We found a few possibilities and we fired off some emails. We heard nothing back from anyone. A day later, Husband and I asked ourselves what we were doing. We had another week and a half of a fair number of extracurricular events, and after that, we had a pretty clear calender. Waiting a couple weeks was indicated.
But. There is always a but. There was one litter of puppies, that seemed perfect. Mom was a 15 pound Maltese-ShiuTzu. Dad was a 9 pound Maltese. Cute-as-a-button. Husband and I agreed we would pursue this one lead, and if it did not pan out, we would not pursue anything further for a couple weeks.
We heard back from the breeder and they had 5 puppies still available. We liked the idea of seeing a litter and choosing the puppy that most suited us. Monday after school we made an appointment to meet the puppies.
You have no idea what kind of energy FIVE puppies have. They were in kennels when we arrived. There were 2 girls in one crate and 3 boys in the other. I have an irrational preference for girl dogs. I did not really want to live in a world that involved a dog wiener. The girls were released and they ran circles around us. One of them was slightly interested in meeting us, the other wanted only to run as hard and fast as she could. The first one, I thought was a possibility, the puppy-with-too-much-energy fell to the bottom of the list.
The boy puppies.
After a few minutes, the boys had their turn to meet us. One boy was obviously more assertive, but also very, playful. He had dark grey ears and I was sorely tempted. The other two boys were completely white and both more the shy and cuddly type of puppy.

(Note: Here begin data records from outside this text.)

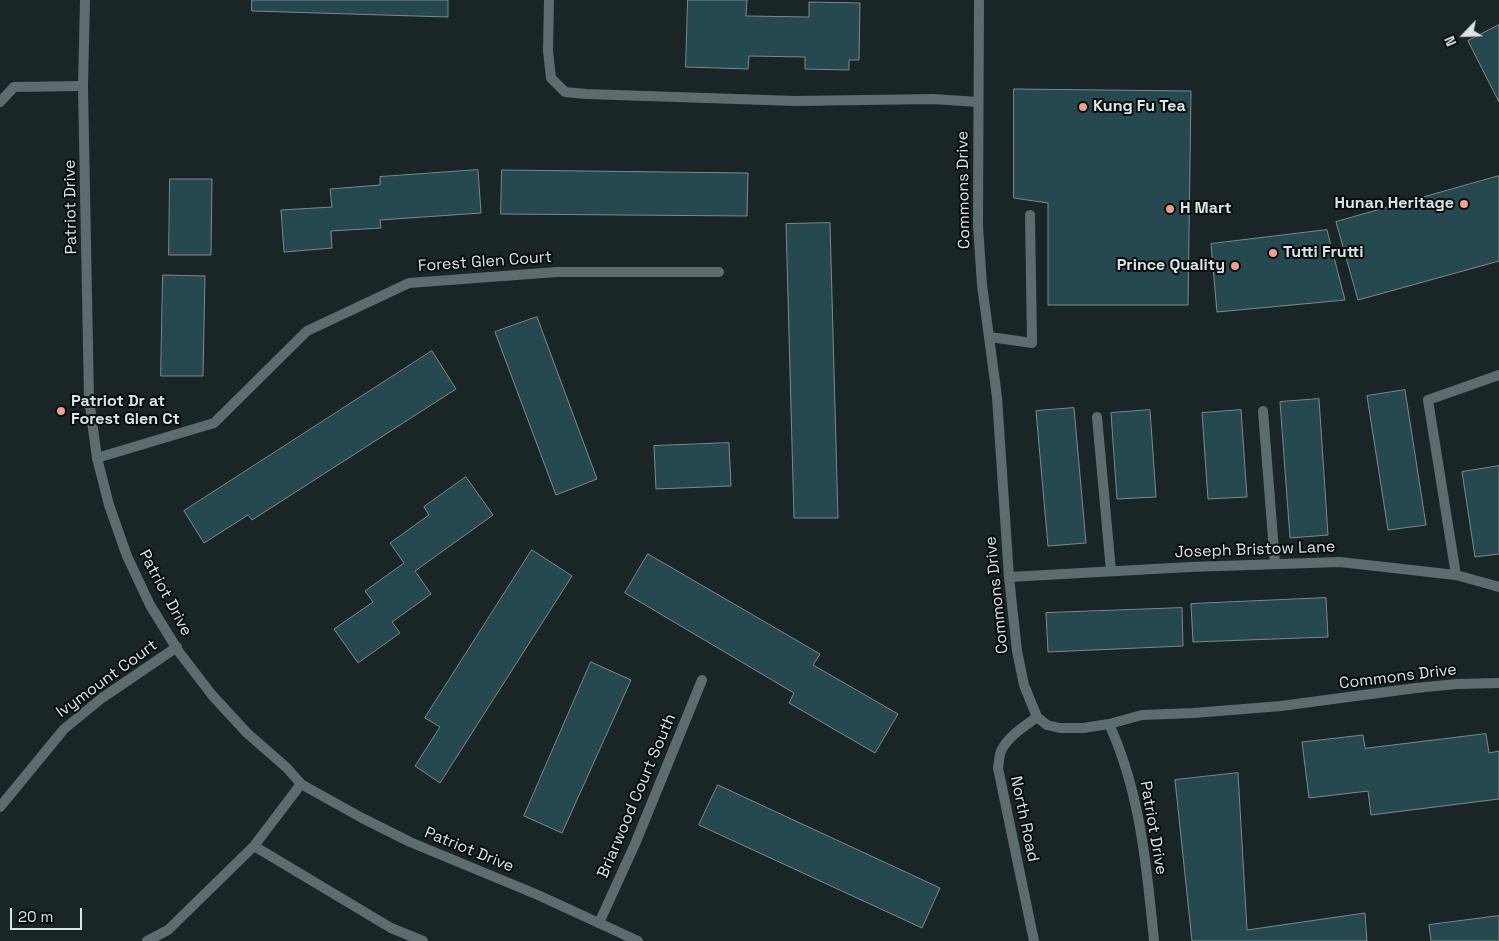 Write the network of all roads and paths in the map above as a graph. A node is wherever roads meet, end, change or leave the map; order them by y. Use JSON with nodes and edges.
{"nodes":[{"id":1,"x":85,"y":0,"type":"edge"},
{"id":2,"x":549,"y":0,"type":"edge"},
{"id":3,"x":979,"y":0,"type":"edge"},
{"id":4,"x":83,"y":86,"type":"junction"},
{"id":5,"x":0,"y":102,"type":"edge"},
{"id":6,"x":978,"y":102,"type":"junction"},
{"id":7,"x":1030,"y":214,"type":"dead end"},
{"id":8,"x":719,"y":272,"type":"dead end"},
{"id":9,"x":990,"y":337,"type":"junction"},
{"id":10,"x":1499,"y":375,"type":"edge"},
{"id":11,"x":1263,"y":411,"type":"dead end"},
{"id":12,"x":1097,"y":417,"type":"dead end"},
{"id":13,"x":98,"y":458,"type":"junction"},
{"id":14,"x":1275,"y":564,"type":"junction"},
{"id":15,"x":1111,"y":571,"type":"junction"},
{"id":16,"x":1456,"y":575,"type":"junction"},
{"id":17,"x":1009,"y":576,"type":"junction"},
{"id":18,"x":1499,"y":587,"type":"edge"},
{"id":19,"x":177,"y":646,"type":"junction"},
{"id":20,"x":702,"y":680,"type":"dead end"},
{"id":21,"x":1499,"y":683,"type":"edge"},
{"id":22,"x":1037,"y":717,"type":"junction"},
{"id":23,"x":1109,"y":724,"type":"junction"},
{"id":24,"x":301,"y":784,"type":"junction"},
{"id":25,"x":0,"y":807,"type":"edge"},
{"id":26,"x":254,"y":846,"type":"junction"},
{"id":27,"x":599,"y":923,"type":"junction"},
{"id":28,"x":147,"y":941,"type":"edge"},
{"id":29,"x":423,"y":941,"type":"edge"},
{"id":30,"x":638,"y":941,"type":"edge"},
{"id":31,"x":1034,"y":941,"type":"edge"},
{"id":32,"x":1154,"y":941,"type":"edge"}],
"edges":[{"from":1,"to":4,"type":"street","name":"Patriot Drive"},
{"from":2,"to":6,"type":"street"},
{"from":3,"to":6,"type":"street","name":"Commons Drive"},
{"from":4,"to":5,"type":"street"},
{"from":4,"to":13,"type":"street","name":"Patriot Drive"},
{"from":6,"to":9,"type":"street","name":"Commons Drive"},
{"from":7,"to":9,"type":"street"},
{"from":8,"to":13,"type":"street","name":"Forest Glen Court"},
{"from":9,"to":17,"type":"street","name":"Commons Drive"},
{"from":10,"to":16,"type":"street"},
{"from":11,"to":14,"type":"street"},
{"from":12,"to":15,"type":"street"},
{"from":13,"to":19,"type":"street","name":"Patriot Drive"},
{"from":14,"to":15,"type":"street","name":"Joseph Bristow Lane"},
{"from":14,"to":16,"type":"street","name":"Joseph Bristow Lane"},
{"from":15,"to":17,"type":"street","name":"Joseph Bristow Lane"},
{"from":16,"to":18,"type":"street","name":"Joseph Bristow Lane"},
{"from":17,"to":22,"type":"street","name":"Commons Drive"},
{"from":19,"to":24,"type":"street","name":"Patriot Drive"},
{"from":19,"to":25,"type":"street","name":"Ivymount Court"},
{"from":20,"to":27,"type":"street","name":"Briarwood Court South"},
{"from":21,"to":23,"type":"street","name":"Commons Drive"},
{"from":22,"to":23,"type":"street","name":"Commons Drive"},
{"from":22,"to":31,"type":"street","name":"North Road"},
{"from":23,"to":32,"type":"street","name":"Patriot Drive"},
{"from":24,"to":26,"type":"street"},
{"from":24,"to":27,"type":"street","name":"Patriot Drive"},
{"from":26,"to":28,"type":"street"},
{"from":26,"to":29,"type":"street"},
{"from":27,"to":30,"type":"street","name":"Patriot Drive"}]}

How do you choose? I could have gone home with any of them at that point. I said to myself "I could totally have a boy puppy, you don't even notice their boy parts".
As if reading my mind, one of the shy boys peed in front of me on the carpet. While puppies will be puppies, when I picked him up, pee dripped down a lot of fur around his boy thing.
Girl it was to be.
The boys were put back in their kennel and we examined the girls carefully. I tended toward the smaller of the girls. She seemed a little calmer. But then, as soon as I stated my preference, little miss-too-much-energy climbed into Jackson's lap.
This was notable. What had been happening in our visit is the puppies were running madly in circles around us. Husband, Sydney and I were grabbing them as they ran by and would interact with them until they squirmed out of our arms. Jackson was petting what ever puppy someone else was holding. But that little girl, the one who had fallen to the bottom of my list, sat calmly with Jackson. Then Sydney. Then Husband.